Let us honor this saint as one who contributed to the forming of
the Church, to whom the Church owes what she is, since he fathered the
Most Blessed Virgin, mother of him from whom the
Church was born. Consider, moreover, that if we are children of
the Church and members of Jesus Christ,[ii]
it was Saint Joachim who procured this benefit for us.
God has given you no less an honor than he gave Saint Joachim by
placing you in the work you have, since he has destined you to be the
spiritual fathers of the children whom you instruct. If this saint was
chosen to be the father of the Most Blessed Virgin, you have been
destined by God to produce children for Jesus Christ, and even to produce
and engender Jesus Christ himself in their hearts.[iii]
Can you say that you have fully embraced God's designs on you in this
ministry?
157.2
Second Point
What
won for Saint Joachim the favor of being the father of the Most Blessed
Virgin were his constant fasts and prayers. For this saint, seeing that
his wife, Saint Anne, was sterile, devoted himself so assiduously to
fasting and prayer that he in some sort forced heaven to grant Saint Anne
the gift of fecundity, which both of them ardently desired. This is why
Saint Epiphanius called the Most Blessed Virgin the child of fasting and
prayer.
We cannot sufficiently admire the marvelous results produced by
prayer and by the privation of sensual pleasures, since they contributed
so much to the coming of Jesus Christ on earth, and to the birth of the
Most Blessed Virgin, his mother. Nor can we go too far in making use of
these two remedies against the sorrows and the temptations which sometimes
overwhelm us in this life.
By these two means God will grant us all the graces we need; this
is why you are obliged in the work that you do to have recourse to them as
often as possible, especially when you have something to beg from God for
those who are in your care. You should be their intercessors with God to
obtain for them by your prayers the piety which you cannot procure for
them by all the care you take to teach them, for it belongs to God
alone to give true wisdom,[iv]
which is the Christian spirit.
157.3 Third Point
Saint
Joachim was fully aware of this special grace God had given him to be the
father of the Most Blessed Virgin.
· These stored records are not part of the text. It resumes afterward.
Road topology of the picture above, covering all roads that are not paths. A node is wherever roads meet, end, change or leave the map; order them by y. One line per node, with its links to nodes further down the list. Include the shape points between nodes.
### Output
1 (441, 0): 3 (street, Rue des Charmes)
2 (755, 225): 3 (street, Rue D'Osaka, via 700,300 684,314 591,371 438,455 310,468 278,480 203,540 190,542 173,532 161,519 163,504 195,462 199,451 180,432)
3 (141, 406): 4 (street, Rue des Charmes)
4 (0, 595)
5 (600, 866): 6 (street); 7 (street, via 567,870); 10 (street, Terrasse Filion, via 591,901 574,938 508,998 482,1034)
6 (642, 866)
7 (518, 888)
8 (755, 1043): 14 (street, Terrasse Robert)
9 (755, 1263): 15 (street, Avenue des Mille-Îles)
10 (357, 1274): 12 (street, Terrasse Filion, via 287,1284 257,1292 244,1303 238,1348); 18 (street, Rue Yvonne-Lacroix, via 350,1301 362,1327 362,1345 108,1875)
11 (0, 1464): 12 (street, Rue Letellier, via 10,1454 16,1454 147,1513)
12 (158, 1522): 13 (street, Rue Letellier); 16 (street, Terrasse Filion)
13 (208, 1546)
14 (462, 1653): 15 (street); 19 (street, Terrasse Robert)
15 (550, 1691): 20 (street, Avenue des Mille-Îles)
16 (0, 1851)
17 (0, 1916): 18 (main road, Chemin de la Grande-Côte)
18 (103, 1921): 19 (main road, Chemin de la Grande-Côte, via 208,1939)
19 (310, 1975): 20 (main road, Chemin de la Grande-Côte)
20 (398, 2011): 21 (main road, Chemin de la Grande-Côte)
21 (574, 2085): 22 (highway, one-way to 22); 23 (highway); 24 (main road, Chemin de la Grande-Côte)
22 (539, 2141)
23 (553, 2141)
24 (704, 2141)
As soon as she was old enough to live
in the temple, he willingly deprived himself of her presence and offered
her to God as one who had come from him and belonged to him. He spent the
rest of his life separated from her, although he loved her very tenderly.
Then, having consecrated to God the daughter God had given him, he
considered that he no longer needed his wealth beyond what was required to
live frugally, and wishing to live a poor life, he offered to God the
greater part of his possessions, devoting a share of this to the upkeep of
the temple and the rest to feeding the poor and pilgrims.
In this way Saint Joachim teaches you to be detached from the love
of creatures and to do all you can that those whom God has entrusted to
you may be fit to be presented to him, not showing affection for them
except to lead them to his holy love and to fill them with his Spirit. In
the future, therefore, show no partiality for any of them, admiring only
their piety, without paying attention to anything in them that is
agreeable or attractive in their appearance.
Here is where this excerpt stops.